[Source records]
· · · · ·

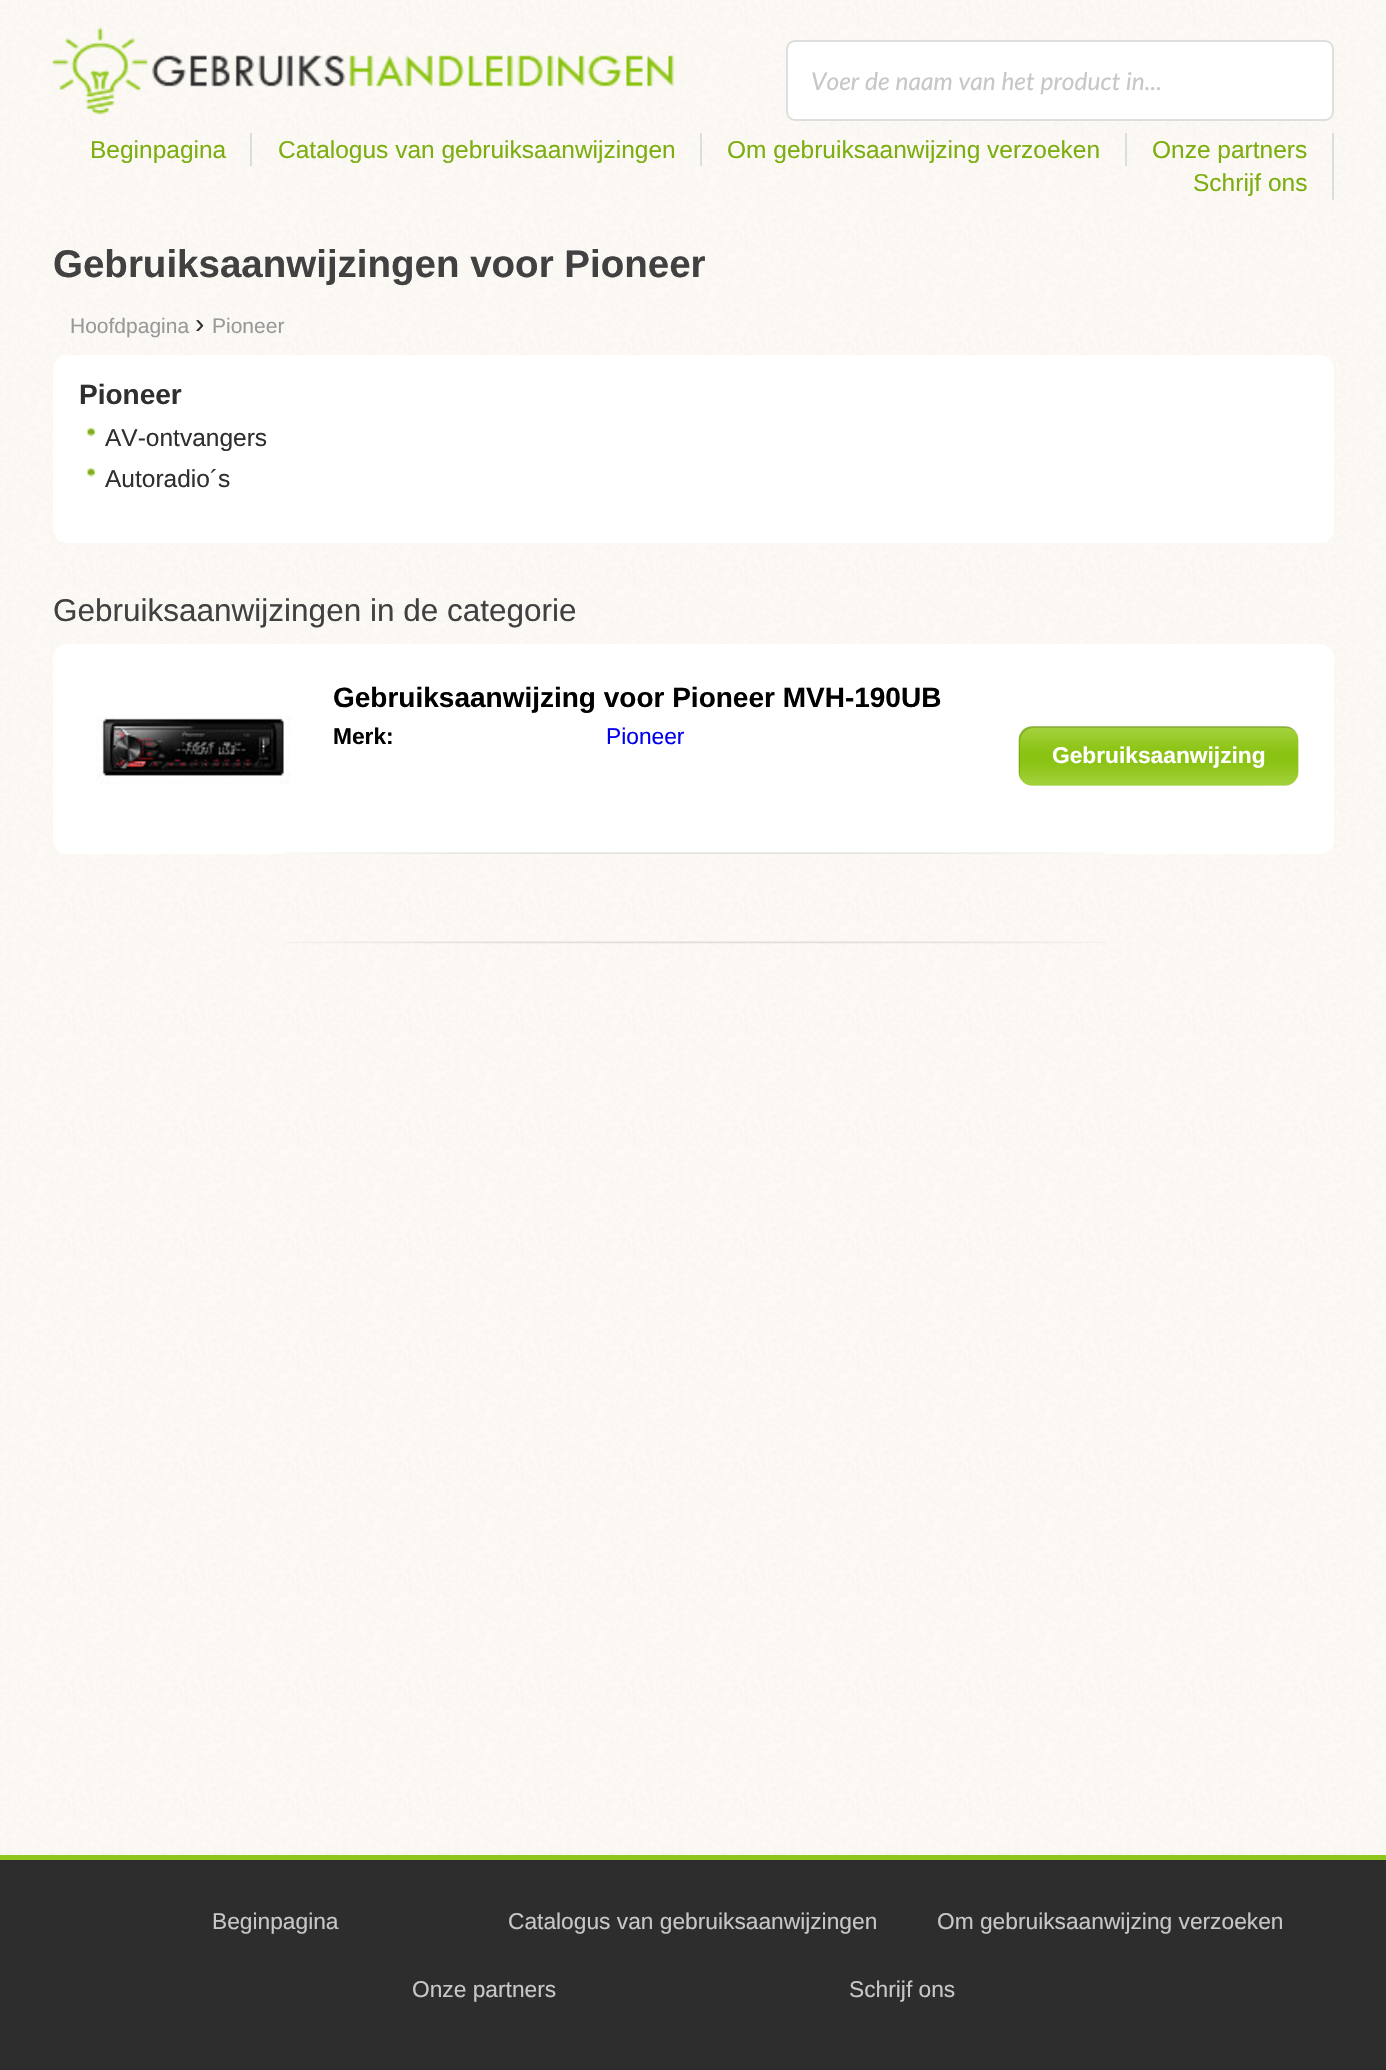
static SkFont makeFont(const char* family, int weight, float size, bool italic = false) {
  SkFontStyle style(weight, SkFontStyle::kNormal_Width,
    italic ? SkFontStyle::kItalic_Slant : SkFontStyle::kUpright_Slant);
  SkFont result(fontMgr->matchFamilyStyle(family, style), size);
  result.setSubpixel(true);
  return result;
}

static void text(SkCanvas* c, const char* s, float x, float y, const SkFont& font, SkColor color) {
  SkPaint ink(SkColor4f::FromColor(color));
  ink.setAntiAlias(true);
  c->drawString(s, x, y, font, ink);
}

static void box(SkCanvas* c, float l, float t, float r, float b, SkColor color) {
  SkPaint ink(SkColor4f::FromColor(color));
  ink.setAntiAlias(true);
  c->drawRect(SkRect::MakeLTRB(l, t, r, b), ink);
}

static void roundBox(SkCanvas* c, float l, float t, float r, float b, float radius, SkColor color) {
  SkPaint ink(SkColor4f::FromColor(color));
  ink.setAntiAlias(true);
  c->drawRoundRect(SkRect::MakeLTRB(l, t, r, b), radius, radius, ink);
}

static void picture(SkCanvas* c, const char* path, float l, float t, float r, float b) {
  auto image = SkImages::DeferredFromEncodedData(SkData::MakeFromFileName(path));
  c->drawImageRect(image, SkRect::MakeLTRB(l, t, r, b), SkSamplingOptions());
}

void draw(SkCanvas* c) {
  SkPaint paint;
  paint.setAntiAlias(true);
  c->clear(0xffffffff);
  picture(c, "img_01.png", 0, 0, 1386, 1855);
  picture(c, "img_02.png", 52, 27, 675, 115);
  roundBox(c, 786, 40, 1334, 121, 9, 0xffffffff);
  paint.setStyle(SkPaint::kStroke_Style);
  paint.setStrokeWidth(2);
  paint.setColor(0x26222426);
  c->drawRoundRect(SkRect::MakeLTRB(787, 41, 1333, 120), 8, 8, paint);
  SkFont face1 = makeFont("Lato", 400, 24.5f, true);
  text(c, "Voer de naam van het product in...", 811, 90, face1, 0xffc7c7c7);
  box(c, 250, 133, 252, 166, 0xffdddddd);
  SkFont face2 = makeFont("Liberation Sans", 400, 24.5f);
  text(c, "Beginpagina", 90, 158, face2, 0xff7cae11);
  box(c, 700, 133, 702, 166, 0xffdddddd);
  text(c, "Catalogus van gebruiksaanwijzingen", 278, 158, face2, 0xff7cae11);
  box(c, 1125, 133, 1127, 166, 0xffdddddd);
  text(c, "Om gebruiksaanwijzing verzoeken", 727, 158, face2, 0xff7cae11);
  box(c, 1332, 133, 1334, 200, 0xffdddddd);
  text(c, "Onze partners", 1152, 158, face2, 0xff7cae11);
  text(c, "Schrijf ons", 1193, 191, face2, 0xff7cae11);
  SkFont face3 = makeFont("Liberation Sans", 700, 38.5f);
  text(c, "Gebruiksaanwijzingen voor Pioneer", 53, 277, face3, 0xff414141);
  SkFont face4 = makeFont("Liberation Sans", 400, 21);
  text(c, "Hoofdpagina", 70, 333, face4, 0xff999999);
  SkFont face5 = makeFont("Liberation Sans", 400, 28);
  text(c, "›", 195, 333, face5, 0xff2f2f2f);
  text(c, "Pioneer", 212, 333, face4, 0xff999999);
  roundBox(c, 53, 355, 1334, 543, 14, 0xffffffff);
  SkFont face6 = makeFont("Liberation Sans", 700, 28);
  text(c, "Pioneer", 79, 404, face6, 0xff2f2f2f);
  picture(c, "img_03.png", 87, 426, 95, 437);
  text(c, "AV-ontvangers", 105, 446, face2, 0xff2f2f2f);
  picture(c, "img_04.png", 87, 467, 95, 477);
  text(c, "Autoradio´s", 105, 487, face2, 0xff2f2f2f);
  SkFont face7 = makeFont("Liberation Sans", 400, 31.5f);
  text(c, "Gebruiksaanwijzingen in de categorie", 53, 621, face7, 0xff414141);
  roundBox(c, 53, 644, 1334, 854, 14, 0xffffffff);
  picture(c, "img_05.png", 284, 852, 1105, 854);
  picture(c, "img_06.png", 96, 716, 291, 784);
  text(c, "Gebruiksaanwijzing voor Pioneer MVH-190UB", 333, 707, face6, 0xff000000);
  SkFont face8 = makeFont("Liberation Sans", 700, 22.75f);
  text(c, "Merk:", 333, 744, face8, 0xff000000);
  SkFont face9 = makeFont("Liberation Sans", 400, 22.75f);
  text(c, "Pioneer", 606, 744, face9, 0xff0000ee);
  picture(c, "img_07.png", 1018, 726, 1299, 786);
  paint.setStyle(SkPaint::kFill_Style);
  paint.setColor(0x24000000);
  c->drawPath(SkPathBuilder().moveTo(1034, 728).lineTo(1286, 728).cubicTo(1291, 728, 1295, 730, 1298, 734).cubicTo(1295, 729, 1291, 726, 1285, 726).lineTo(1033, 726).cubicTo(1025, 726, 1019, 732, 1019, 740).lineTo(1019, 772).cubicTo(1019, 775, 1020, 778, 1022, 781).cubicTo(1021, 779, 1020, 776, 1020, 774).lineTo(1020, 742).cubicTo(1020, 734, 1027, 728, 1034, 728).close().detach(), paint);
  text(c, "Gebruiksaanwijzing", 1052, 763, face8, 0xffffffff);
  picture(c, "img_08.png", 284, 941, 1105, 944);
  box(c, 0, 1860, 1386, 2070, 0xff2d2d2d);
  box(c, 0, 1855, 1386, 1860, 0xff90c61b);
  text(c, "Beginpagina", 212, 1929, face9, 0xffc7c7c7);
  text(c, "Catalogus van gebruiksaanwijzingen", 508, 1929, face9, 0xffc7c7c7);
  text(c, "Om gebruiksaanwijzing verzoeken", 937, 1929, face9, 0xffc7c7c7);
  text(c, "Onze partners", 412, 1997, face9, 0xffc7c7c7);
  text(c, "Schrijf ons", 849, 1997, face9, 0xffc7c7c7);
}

· · · · ·

* **PROBLEM STATEMENT**:
An exact copy is required of the lines from the start of the records above through the line with "static void picture(SkCanvas*", and only those, without any pictures.

* **RESULT BELOW**:
static SkFont makeFont(const char* family, int weight, float size, bool italic = false) {
  SkFontStyle style(weight, SkFontStyle::kNormal_Width,
    italic ? SkFontStyle::kItalic_Slant : SkFontStyle::kUpright_Slant);
  SkFont result(fontMgr->matchFamilyStyle(family, style), size);
  result.setSubpixel(true);
  return result;
}

static void text(SkCanvas* c, const char* s, float x, float y, const SkFont& font, SkColor color) {
  SkPaint ink(SkColor4f::FromColor(color));
  ink.setAntiAlias(true);
  c->drawString(s, x, y, font, ink);
}

static void box(SkCanvas* c, float l, float t, float r, float b, SkColor color) {
  SkPaint ink(SkColor4f::FromColor(color));
  ink.setAntiAlias(true);
  c->drawRect(SkRect::MakeLTRB(l, t, r, b), ink);
}

static void roundBox(SkCanvas* c, float l, float t, float r, float b, float radius, SkColor color) {
  SkPaint ink(SkColor4f::FromColor(color));
  ink.setAntiAlias(true);
  c->drawRoundRect(SkRect::MakeLTRB(l, t, r, b), radius, radius, ink);
}

static void picture(SkCanvas* c, const char* path, float l, float t, float r, float b) {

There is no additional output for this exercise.